Stored data entries:
----
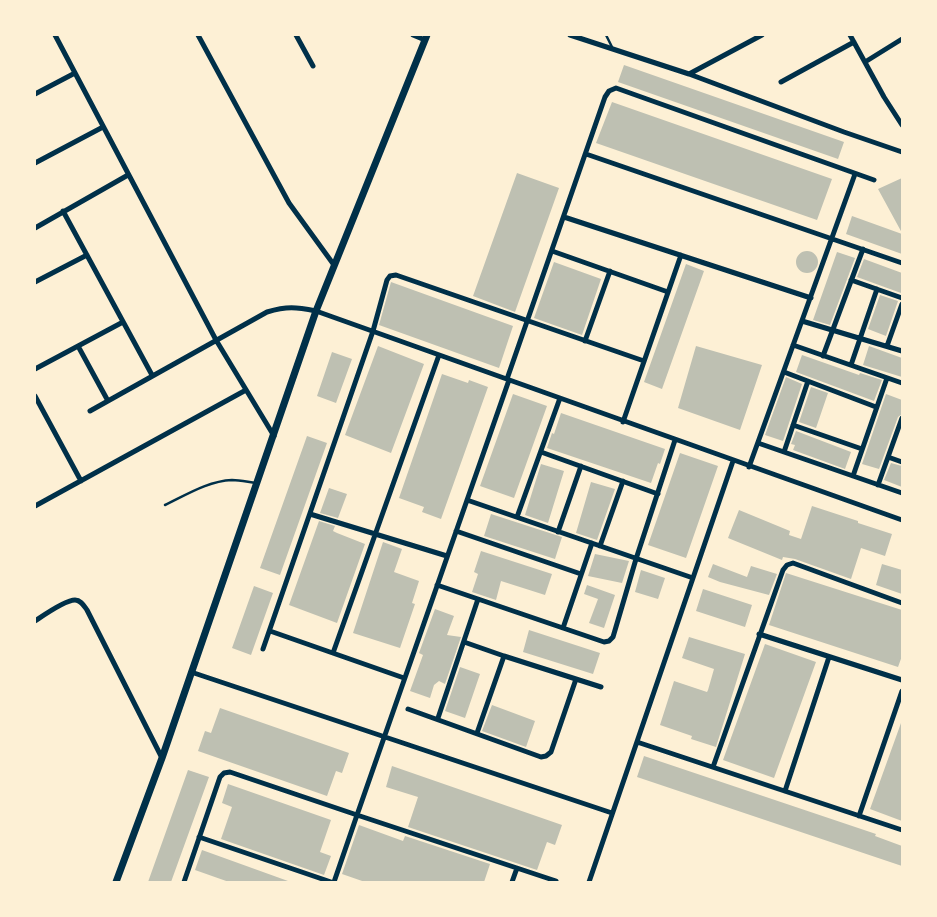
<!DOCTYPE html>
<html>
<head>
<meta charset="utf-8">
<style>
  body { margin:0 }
  #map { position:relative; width:937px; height:917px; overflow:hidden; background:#fdf0d5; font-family:"Alegreya Sans",sans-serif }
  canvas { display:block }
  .frame { position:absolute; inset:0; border:36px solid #fdf0d5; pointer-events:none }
</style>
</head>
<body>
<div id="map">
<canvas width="937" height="917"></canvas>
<div class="frame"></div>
</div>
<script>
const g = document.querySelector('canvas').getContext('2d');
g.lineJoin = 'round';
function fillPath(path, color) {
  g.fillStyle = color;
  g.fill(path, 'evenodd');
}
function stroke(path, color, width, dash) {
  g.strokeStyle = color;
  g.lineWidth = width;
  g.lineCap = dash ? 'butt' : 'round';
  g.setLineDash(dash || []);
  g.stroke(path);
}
fillPath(new Path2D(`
  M624,65l220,77 -6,17 -220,-77z
  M612,102l220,77 -15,41 -221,-77z
  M517,173l42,15 -44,124 -42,-16z
  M902,178v55l-24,-44z
  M852,216l50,18v20l-56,-20z
  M796 262a11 11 0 1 1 22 0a11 11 0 1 1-22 0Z
  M837,252l18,6 -25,67 -17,-5z
  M864,259l38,14 -1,20 -44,-16z
  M554,262l47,17 -19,56 -48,-17z
  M686,264l18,7 -42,118 -18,-7z
  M391,282l122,44 -14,42 -120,-43z
  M880,295l18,6 -12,35 -18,-7z
  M378,346l46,18 -33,89 -46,-18z
  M696,346l66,19 -22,65 -62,-22z
  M869,346l33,12v19l-39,-12z
  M332,352l20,7 -16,44 -19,-7z
  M802,355l57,20 1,-2 22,7 -8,21 -78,-29z
  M442,374l26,9 1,-3 19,7 -47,132 -19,-7 2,-5 -25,-9z
  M786,377l16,7 -19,57 -18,-6z
  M811,387l17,6 -12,35 -17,-6z
  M513,394l34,12 -33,92 -34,-12z
  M886,394l16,6v14l-4,3 -19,52 -17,-5z
  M561,413l104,36 -5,15 -2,-1 -7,20 -104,-35 5,-15 2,1z
  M796,431l55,21 -6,17 -52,-19 2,-5 -4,-1z
  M307,436l20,7 -47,132 -20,-7z
  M680,453l38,13 -32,92 -38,-13z
  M891,463l11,3v21l-18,-7z
  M541,464l23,7 -16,52 -23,-8z
  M591,482l24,7 -18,51 -21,-7z
  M329,488l18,6 -9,24 -18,-5z
  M812,506l46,15v2l34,11 -7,22 -24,-8 -10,31 -56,-20 -12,-2 -1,3 -54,-22 11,-28 51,21 -1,4 12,4z
  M491,514l71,23 -7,22 -71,-23z
  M319,521l16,5 -2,5 4,2 28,11 -28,79 -48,-18z
  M383,542l19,7 -8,23 25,9 -7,22 3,1 -15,44 -47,-15z
  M481,551l71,23 -7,21 -44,-14 -5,19 -24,-8 6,-18 -4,-2z
  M595,554l34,7 -7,22 -34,-7z
  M713,564l34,13 4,-11 26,8 -8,21 -49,-13 -12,-5z
  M882,564l20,6v24l-26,-9z
  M641,570l24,8 -7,21 -23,-7z
  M786,573l116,37v46l-4,11 -129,-42z
  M587,585l28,10 -11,33 -15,-5 9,-24 -14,-5z
  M254,586l19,7 -22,62 -19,-7z
  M703,589l49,16 -7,22 -49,-16z
  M435,609l19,7 -7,19 14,2 -16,47 -6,-3 -5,4 -4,13 -20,-7 13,-36 -4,-2z
  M529,630l71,23 -7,21 -70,-22z
  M689,637l56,17 -29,93 -25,-8 1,-3 -32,-11 14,-44 33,11 1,-2 6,-21 -32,-11z
  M765,644l51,18 -42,116 -51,-18z
  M460,667l20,7 -15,44 -20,-7z
  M492,705l43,16 -9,26 -44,-16z
  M220,708l129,45 -7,20 -6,-2 -9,25 -129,-45 7,-20 6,2z
  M901,723h1v98l-32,-12z
  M644,756l232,78 -1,2 27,10v20l-265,-89z
  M392,766l170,59 -7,20 -8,-3 -10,28 -129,-43 10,-30 -32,-10z
  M188,770l21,7 -38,105h-23z
  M228,784l103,36 -11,32 11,4 -7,19 -103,-36 11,-32 -10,-4z
  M359,825l44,16 2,-5 85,28 -6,18h-119l-23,-8z
  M202,850l86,31v1h-59l-34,-12z`), '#bec0b2');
stroke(new Path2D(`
  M606,35l6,12
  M165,505c21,-10 43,-24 67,-25 8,0 16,2 24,3`), '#003049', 2.5);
stroke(new Path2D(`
  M55,35l161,305 58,96
  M198,35l91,168 45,62
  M296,35l17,31
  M413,35l12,5
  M570,35l119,39 155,58 58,20
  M850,35l34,62 18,28
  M865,62l37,-23
  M689,74l73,-39
  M781,82l73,-40
  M35,94l40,-21
  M586,154l316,109
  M35,163l68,-36
  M63,211l89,164
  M564,217l247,81
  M35,228l93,-53
  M552,251l116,41
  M851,280l51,18
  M35,282l52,-27
  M802,321l100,30
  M585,341l25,-70
  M793,345l109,38
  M78,346l30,55
  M887,346l15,-42
  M823,356l40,-107
  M851,365l26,-76
  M35,369l88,-47
  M784,372l92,35
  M507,379l98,-282 4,-6 7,-3 258,92
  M35,396l46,85
  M90,411l177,-99c20,-6 29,-5 49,-1l586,209
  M623,422l58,-167
  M793,425l69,24
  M758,443l144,50
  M541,452l117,42
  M784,452l24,-71
  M888,457l14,5
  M749,467l106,-293
  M853,476l34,-98
  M878,485l24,-67
  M467,500l226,78
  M35,506l211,-116
  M310,514l137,42
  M517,517l43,-119
  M456,531l125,43
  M558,532l23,-66
  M600,546l23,-65
  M437,585l167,57 5,-1 4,-4 23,-78 39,-119
  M35,621c9,-6 30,-21 40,-21 6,0 9,6 12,10l75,148
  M563,628l29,-85
  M270,631l134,47
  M759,634l143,46
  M464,642l40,14 -27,77
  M263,649l110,-318 14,-51 3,-4 6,-1 248,86
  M333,653l106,-298
  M504,656l97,31
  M191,672l421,141
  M408,709l133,48 5,-1 5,-4 25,-73
  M438,718l40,-119
  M637,742l265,88
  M713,767l70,-197 4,-5 6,-2 109,40
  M785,791l44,-134
  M859,816l43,-125
  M199,837l132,45
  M184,882l36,-105 4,-4 6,-1 127,43 152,-435
  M334,882l23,-67 199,66
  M512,882l5,-14
  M589,882l144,-421`), '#003049', 5);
stroke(new Path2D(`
  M116,882l46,-124 154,-447 111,-276`), '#003049', 7);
</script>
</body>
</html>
----
**Work to be completed**
In the entries above, one line contains "M383,542l19,7 -8,23 25,9" and another contains "M35,396l46,85". Reproduce exactly those two lines and the lines between them, nothing else.

**Expected answer**
  M383,542l19,7 -8,23 25,9 -7,22 3,1 -15,44 -47,-15z
  M481,551l71,23 -7,21 -44,-14 -5,19 -24,-8 6,-18 -4,-2z
  M595,554l34,7 -7,22 -34,-7z
  M713,564l34,13 4,-11 26,8 -8,21 -49,-13 -12,-5z
  M882,564l20,6v24l-26,-9z
  M641,570l24,8 -7,21 -23,-7z
  M786,573l116,37v46l-4,11 -129,-42z
  M587,585l28,10 -11,33 -15,-5 9,-24 -14,-5z
  M254,586l19,7 -22,62 -19,-7z
  M703,589l49,16 -7,22 -49,-16z
  M435,609l19,7 -7,19 14,2 -16,47 -6,-3 -5,4 -4,13 -20,-7 13,-36 -4,-2z
  M529,630l71,23 -7,21 -70,-22z
  M689,637l56,17 -29,93 -25,-8 1,-3 -32,-11 14,-44 33,11 1,-2 6,-21 -32,-11z
  M765,644l51,18 -42,116 -51,-18z
  M460,667l20,7 -15,44 -20,-7z
  M492,705l43,16 -9,26 -44,-16z
  M220,708l129,45 -7,20 -6,-2 -9,25 -129,-45 7,-20 6,2z
  M901,723h1v98l-32,-12z
  M644,756l232,78 -1,2 27,10v20l-265,-89z
  M392,766l170,59 -7,20 -8,-3 -10,28 -129,-43 10,-30 -32,-10z
  M188,770l21,7 -38,105h-23z
  M228,784l103,36 -11,32 11,4 -7,19 -103,-36 11,-32 -10,-4z
  M359,825l44,16 2,-5 85,28 -6,18h-119l-23,-8z
  M202,850l86,31v1h-59l-34,-12z`), '#bec0b2');
stroke(new Path2D(`
  M606,35l6,12
  M165,505c21,-10 43,-24 67,-25 8,0 16,2 24,3`), '#003049', 2.5);
stroke(new Path2D(`
  M55,35l161,305 58,96
  M198,35l91,168 45,62
  M296,35l17,31
  M413,35l12,5
  M570,35l119,39 155,58 58,20
  M850,35l34,62 18,28
  M865,62l37,-23
  M689,74l73,-39
  M781,82l73,-40
  M35,94l40,-21
  M586,154l316,109
  M35,163l68,-36
  M63,211l89,164
  M564,217l247,81
  M35,228l93,-53
  M552,251l116,41
  M851,280l51,18
  M35,282l52,-27
  M802,321l100,30
  M585,341l25,-70
  M793,345l109,38
  M78,346l30,55
  M887,346l15,-42
  M823,356l40,-107
  M851,365l26,-76
  M35,369l88,-47
  M784,372l92,35
  M507,379l98,-282 4,-6 7,-3 258,92
  M35,396l46,85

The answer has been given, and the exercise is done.